L’incompréhensible, on ne l’appréhende pas avec les yeux, seulement avec l’esprit. 

Au fronton de la basilique de l’Annonciation à Nazareth une citation étale l’ampleur de l’événement: « Et le Verbe s’est fait chair et il a habité parmi nous. » D’emblée, je me détourne des figurations de Marie en bas-relief sur la façade. L’incompréhensible, on ne l’appréhende pas avec les yeux, seulement avec l’esprit. Aucune image n’exprimera autant que les mots de Jean inscrits là. Malgré la réussite artistique des peintres, des mosaïques et des sculpteurs qui, dans le monde entier, matérialisent une Marie ravissante et un bel ange Gabriel, en dépit de leurs chefs-d’oeuvre, ils demeurent en surface; illustrant le miracle davantage qu’ils ne le rendent perceptible, ils le banalisent au moyen de représentations ingénues qui lui ôtent toute densité — quand elles ne le suppriment pas.

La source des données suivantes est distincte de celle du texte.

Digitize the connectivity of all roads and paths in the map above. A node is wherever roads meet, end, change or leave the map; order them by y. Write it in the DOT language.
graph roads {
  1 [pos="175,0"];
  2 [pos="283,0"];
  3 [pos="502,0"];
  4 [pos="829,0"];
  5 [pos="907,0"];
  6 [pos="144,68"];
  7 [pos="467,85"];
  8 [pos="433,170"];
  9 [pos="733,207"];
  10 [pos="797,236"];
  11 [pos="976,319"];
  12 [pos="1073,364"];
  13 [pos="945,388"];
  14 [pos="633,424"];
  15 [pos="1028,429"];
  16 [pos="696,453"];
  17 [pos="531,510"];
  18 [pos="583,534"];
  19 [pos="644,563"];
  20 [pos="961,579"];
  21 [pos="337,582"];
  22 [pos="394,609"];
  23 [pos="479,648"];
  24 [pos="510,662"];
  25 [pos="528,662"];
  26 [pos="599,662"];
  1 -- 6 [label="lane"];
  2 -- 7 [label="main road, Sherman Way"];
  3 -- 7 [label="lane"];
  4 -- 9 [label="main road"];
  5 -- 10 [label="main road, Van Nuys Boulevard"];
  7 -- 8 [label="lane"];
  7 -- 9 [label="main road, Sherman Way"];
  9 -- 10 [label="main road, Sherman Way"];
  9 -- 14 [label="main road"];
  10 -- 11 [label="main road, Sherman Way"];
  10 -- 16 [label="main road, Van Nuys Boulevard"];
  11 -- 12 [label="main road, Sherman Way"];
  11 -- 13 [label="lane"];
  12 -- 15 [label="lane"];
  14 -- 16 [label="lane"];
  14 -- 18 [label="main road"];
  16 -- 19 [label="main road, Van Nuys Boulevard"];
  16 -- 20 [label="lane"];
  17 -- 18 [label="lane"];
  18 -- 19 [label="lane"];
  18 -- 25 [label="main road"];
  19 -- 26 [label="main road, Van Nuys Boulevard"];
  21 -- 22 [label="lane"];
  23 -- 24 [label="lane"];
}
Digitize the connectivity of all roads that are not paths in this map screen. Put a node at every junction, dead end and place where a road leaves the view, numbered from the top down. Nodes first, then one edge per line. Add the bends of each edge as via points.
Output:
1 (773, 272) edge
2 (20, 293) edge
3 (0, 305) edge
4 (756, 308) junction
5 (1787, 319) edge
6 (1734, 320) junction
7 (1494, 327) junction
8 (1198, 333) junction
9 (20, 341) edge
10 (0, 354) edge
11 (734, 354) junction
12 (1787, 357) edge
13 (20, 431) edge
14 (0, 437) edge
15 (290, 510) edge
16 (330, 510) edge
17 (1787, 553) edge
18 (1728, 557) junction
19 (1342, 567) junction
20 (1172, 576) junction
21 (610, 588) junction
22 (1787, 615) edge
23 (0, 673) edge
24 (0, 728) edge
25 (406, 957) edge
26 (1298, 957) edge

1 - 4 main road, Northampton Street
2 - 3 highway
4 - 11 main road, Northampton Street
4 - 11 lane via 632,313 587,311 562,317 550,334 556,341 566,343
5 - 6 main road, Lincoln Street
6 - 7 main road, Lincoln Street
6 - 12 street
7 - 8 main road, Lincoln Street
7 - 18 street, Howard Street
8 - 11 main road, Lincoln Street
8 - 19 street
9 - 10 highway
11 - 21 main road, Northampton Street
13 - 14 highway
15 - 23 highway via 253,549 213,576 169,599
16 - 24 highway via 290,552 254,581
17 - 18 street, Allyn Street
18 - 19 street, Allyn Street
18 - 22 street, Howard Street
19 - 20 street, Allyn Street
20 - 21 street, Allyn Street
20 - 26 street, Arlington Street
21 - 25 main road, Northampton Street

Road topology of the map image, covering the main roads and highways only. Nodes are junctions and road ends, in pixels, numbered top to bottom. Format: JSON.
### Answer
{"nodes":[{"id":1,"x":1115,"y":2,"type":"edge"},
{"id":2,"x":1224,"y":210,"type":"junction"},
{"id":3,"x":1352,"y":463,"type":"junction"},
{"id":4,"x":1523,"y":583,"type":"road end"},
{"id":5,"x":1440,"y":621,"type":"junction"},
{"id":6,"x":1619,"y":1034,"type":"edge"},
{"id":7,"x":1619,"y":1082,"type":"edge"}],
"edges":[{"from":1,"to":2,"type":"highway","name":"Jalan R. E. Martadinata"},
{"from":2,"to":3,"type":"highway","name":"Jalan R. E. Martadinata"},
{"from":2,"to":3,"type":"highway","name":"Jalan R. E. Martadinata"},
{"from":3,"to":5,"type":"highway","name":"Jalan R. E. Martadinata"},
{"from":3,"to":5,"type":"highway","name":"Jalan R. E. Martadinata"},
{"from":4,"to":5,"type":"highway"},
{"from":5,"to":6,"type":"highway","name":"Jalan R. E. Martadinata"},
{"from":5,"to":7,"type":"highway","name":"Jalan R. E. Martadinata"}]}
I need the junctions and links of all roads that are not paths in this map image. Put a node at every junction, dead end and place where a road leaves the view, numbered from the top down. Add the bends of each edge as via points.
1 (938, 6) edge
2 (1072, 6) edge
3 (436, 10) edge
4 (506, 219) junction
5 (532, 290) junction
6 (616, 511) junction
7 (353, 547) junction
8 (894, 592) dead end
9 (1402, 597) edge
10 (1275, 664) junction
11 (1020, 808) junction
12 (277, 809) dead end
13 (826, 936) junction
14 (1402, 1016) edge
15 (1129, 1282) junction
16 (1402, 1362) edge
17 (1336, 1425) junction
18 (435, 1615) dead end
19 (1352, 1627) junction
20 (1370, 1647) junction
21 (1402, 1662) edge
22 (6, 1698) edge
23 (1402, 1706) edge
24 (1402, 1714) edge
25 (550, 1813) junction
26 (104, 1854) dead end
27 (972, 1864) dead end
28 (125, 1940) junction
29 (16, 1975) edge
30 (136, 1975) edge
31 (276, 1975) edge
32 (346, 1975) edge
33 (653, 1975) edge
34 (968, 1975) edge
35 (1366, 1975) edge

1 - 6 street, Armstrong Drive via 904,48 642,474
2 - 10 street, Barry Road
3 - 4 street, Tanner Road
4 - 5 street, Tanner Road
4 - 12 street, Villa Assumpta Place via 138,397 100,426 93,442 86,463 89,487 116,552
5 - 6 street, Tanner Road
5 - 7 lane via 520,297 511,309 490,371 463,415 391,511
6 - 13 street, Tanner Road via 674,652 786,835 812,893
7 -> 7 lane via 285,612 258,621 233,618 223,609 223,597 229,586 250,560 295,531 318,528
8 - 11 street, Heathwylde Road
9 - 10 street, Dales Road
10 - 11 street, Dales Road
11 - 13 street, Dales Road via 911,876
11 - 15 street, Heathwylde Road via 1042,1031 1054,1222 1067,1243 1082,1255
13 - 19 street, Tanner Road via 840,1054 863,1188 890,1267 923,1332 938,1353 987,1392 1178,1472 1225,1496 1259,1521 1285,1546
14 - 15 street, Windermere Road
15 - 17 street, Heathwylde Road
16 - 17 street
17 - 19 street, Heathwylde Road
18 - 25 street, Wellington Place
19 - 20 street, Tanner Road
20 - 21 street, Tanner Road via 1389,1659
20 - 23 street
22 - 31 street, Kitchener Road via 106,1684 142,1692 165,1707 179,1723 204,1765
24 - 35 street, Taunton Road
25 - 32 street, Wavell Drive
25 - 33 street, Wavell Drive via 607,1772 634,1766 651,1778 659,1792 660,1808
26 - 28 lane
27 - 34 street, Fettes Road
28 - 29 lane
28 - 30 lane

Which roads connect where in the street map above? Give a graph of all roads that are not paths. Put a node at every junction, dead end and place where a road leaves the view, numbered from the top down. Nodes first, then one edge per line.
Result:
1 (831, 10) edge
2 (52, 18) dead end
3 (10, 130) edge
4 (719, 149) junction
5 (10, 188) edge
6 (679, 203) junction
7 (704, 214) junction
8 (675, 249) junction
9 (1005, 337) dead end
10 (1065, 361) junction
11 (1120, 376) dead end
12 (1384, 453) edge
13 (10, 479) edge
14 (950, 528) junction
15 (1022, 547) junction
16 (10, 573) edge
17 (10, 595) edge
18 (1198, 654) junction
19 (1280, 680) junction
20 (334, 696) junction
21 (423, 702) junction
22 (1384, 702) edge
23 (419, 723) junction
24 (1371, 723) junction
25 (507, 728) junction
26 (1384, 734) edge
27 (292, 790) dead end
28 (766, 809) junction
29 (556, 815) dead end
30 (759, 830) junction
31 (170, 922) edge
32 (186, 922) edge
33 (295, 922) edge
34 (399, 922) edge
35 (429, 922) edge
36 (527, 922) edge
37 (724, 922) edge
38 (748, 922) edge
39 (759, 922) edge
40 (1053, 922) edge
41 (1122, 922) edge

Je pénètre dans la basilique aux harmonieux volumes bétonnés et me referme comme une coquille. Je n’aime guère ces tableaux venus de divers pays, encore moins l’immense mosaïque de la nef. Comment accorder du crédit à cette scène ? Dans quel but peindre une créature de sexe indéterminé en suspension au-dessus d’une adolescente ? Par réflexe, je baisse les paupières. Quand je les rouvre, je ne détaille pas ce qui m’entoure, j’aspire à palper l’impalpable, à mesurer l’immensurable.